The records:
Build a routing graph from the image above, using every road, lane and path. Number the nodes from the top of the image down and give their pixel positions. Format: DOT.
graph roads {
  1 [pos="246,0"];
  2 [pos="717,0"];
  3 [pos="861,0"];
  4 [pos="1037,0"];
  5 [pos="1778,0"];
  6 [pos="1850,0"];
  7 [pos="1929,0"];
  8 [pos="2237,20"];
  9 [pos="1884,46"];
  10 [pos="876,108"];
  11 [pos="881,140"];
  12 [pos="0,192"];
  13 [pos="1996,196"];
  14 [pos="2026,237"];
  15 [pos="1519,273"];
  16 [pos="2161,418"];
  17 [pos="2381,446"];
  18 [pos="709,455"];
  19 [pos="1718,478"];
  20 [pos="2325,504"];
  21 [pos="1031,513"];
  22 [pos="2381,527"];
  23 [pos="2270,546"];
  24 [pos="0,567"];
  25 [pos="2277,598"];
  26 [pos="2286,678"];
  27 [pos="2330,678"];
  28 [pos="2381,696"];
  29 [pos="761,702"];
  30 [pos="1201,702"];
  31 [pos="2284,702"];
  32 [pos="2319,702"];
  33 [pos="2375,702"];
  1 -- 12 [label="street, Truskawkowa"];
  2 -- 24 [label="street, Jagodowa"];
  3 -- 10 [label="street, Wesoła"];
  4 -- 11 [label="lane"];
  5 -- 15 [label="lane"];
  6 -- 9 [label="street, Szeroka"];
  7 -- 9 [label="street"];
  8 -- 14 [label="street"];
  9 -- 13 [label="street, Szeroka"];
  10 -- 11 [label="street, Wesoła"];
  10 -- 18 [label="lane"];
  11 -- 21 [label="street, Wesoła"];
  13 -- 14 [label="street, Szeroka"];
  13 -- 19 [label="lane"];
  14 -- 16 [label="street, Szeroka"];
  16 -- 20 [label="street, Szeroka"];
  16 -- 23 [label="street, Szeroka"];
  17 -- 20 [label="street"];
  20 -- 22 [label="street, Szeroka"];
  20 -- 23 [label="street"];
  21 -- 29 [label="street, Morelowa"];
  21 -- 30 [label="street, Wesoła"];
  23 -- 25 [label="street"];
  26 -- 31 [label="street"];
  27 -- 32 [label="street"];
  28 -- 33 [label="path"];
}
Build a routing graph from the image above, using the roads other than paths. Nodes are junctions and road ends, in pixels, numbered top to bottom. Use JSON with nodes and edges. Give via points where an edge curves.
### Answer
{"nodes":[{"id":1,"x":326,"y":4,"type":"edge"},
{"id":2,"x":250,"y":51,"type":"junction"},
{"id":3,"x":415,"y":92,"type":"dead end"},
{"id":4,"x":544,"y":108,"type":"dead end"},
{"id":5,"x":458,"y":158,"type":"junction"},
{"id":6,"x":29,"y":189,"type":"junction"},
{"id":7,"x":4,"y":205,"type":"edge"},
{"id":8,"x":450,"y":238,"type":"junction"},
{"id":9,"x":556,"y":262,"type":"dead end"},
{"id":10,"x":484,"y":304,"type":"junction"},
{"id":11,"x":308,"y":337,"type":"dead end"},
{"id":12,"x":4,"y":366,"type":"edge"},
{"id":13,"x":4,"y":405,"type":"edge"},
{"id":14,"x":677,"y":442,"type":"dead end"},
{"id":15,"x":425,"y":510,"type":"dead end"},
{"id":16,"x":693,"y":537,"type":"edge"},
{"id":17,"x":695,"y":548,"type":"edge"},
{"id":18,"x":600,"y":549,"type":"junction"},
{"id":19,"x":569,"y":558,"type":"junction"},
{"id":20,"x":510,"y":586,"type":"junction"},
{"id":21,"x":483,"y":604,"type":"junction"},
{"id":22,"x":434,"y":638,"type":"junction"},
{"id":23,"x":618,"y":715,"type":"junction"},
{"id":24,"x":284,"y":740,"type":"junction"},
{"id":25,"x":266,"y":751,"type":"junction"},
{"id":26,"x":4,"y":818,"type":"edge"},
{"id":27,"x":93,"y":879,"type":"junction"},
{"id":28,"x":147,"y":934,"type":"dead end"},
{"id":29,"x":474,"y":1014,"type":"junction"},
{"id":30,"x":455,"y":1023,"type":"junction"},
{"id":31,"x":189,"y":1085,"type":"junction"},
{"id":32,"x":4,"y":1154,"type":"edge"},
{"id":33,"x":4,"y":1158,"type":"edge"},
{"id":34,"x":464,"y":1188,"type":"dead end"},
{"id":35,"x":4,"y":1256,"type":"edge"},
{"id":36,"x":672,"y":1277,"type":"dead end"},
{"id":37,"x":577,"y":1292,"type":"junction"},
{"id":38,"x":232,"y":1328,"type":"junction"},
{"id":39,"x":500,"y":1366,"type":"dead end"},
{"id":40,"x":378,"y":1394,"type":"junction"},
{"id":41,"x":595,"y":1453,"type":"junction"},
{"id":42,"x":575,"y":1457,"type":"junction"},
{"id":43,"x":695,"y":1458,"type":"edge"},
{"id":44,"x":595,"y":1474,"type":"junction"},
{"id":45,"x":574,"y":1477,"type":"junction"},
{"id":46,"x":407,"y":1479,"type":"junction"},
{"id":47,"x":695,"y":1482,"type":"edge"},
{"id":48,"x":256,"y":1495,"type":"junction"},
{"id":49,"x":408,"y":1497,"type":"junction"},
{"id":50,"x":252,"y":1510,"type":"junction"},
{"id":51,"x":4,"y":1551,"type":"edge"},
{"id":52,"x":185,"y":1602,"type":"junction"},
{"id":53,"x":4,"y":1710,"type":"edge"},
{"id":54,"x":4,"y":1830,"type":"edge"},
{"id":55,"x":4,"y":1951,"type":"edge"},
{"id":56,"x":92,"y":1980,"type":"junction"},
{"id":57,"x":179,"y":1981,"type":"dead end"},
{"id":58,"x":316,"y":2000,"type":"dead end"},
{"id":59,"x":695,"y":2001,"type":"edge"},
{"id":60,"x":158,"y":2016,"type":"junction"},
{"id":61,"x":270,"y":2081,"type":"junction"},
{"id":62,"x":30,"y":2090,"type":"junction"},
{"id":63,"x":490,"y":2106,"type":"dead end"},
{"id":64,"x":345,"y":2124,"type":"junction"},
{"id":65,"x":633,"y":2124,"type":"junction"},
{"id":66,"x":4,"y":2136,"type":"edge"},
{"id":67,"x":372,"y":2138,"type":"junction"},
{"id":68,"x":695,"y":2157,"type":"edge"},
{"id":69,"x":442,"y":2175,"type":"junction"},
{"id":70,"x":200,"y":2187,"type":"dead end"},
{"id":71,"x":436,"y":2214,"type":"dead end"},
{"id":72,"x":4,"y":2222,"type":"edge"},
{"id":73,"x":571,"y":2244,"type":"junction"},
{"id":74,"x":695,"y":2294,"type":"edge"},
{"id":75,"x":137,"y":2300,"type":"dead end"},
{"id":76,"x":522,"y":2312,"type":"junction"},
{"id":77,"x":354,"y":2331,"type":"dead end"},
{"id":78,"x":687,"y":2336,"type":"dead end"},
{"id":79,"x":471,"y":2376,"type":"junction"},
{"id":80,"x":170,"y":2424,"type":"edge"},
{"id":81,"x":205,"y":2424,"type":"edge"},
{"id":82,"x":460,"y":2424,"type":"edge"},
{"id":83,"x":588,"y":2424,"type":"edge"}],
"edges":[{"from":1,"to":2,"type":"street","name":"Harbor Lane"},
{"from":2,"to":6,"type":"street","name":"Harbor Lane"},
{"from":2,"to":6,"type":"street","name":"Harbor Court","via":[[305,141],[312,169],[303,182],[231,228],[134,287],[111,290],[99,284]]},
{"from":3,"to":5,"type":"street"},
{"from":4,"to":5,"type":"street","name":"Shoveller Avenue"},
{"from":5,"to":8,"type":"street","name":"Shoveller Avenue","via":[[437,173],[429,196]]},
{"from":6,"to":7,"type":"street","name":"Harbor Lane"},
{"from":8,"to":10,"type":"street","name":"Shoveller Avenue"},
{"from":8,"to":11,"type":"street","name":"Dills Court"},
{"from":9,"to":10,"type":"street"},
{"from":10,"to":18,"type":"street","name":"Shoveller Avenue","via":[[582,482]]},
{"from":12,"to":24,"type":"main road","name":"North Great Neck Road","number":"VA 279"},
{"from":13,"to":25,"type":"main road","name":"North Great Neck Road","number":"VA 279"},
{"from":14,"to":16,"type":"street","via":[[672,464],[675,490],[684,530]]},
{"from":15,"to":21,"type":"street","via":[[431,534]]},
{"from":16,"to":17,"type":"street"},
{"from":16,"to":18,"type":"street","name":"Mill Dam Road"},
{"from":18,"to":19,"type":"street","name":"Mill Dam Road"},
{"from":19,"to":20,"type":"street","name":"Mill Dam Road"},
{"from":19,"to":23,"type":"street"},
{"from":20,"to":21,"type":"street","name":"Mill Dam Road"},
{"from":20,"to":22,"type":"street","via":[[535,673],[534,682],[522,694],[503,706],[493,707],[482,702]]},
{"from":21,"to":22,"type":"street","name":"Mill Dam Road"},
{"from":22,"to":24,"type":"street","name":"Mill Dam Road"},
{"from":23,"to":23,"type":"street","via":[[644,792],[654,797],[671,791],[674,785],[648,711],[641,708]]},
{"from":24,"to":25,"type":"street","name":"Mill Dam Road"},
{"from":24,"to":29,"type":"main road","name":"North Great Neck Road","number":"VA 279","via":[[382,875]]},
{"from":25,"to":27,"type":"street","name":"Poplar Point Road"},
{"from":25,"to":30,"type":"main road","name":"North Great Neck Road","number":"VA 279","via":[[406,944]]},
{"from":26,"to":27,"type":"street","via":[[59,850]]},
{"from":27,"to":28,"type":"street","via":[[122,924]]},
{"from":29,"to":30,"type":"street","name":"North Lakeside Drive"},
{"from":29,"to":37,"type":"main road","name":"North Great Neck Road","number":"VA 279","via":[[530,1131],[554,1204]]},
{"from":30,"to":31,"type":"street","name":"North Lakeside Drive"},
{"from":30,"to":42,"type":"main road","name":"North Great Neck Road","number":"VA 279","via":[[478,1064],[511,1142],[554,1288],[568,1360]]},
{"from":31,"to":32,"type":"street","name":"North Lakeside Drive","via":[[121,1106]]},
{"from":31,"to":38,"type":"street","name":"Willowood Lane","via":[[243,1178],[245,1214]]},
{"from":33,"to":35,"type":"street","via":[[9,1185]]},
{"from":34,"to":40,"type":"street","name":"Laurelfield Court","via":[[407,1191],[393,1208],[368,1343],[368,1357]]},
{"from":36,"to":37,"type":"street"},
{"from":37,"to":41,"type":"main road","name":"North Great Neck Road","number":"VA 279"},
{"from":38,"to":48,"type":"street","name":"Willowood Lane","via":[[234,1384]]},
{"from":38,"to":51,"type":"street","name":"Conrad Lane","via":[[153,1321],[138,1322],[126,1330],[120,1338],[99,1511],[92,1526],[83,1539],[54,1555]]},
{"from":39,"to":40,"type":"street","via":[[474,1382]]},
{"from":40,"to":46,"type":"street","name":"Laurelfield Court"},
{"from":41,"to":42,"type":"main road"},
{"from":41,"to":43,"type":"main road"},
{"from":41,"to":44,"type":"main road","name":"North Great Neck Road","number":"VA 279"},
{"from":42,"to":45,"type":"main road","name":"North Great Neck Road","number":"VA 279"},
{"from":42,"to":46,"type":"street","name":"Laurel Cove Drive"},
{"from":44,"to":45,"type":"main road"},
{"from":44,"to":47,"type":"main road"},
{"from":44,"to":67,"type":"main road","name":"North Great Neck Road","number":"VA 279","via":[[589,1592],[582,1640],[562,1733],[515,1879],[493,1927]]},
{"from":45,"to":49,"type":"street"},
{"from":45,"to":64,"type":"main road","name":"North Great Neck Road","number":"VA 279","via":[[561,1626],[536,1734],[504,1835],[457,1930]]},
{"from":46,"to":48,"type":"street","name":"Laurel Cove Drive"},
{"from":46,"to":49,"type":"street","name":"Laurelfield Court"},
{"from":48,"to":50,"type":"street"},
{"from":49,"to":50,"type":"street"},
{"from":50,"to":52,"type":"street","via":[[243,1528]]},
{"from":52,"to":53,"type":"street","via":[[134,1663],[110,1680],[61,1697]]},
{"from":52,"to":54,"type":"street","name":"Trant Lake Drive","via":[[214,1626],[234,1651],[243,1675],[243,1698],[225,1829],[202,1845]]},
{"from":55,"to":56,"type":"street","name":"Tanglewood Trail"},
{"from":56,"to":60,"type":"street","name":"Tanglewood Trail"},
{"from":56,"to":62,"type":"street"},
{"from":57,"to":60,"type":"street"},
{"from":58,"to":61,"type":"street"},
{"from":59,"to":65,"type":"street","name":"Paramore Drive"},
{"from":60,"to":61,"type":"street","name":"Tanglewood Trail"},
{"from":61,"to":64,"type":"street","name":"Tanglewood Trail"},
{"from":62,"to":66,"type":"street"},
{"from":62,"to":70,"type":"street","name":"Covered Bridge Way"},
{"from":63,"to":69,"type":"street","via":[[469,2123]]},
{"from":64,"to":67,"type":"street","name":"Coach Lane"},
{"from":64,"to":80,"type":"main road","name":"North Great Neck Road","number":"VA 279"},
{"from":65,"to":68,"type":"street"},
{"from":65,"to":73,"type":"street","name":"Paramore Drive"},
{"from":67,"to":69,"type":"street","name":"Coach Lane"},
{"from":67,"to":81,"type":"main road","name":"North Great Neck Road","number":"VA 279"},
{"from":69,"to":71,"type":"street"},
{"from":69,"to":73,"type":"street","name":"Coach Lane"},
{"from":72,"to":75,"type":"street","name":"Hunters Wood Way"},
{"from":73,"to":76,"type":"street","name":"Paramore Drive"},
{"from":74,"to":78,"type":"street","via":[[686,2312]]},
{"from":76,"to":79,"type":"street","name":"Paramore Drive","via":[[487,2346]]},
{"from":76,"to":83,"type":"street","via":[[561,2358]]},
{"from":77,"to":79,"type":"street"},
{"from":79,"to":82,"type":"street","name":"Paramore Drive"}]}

Problem to solve: Look through the material above and pick out each line holding the word "Laurelfield".

Result:
{"from":34,"to":40,"type":"street","name":"Laurelfield Court","via":[[407,1191],[393,1208],[368,1343],[368,1357]]},
{"from":40,"to":46,"type":"street","name":"Laurelfield Court"},
{"from":46,"to":49,"type":"street","name":"Laurelfield Court"},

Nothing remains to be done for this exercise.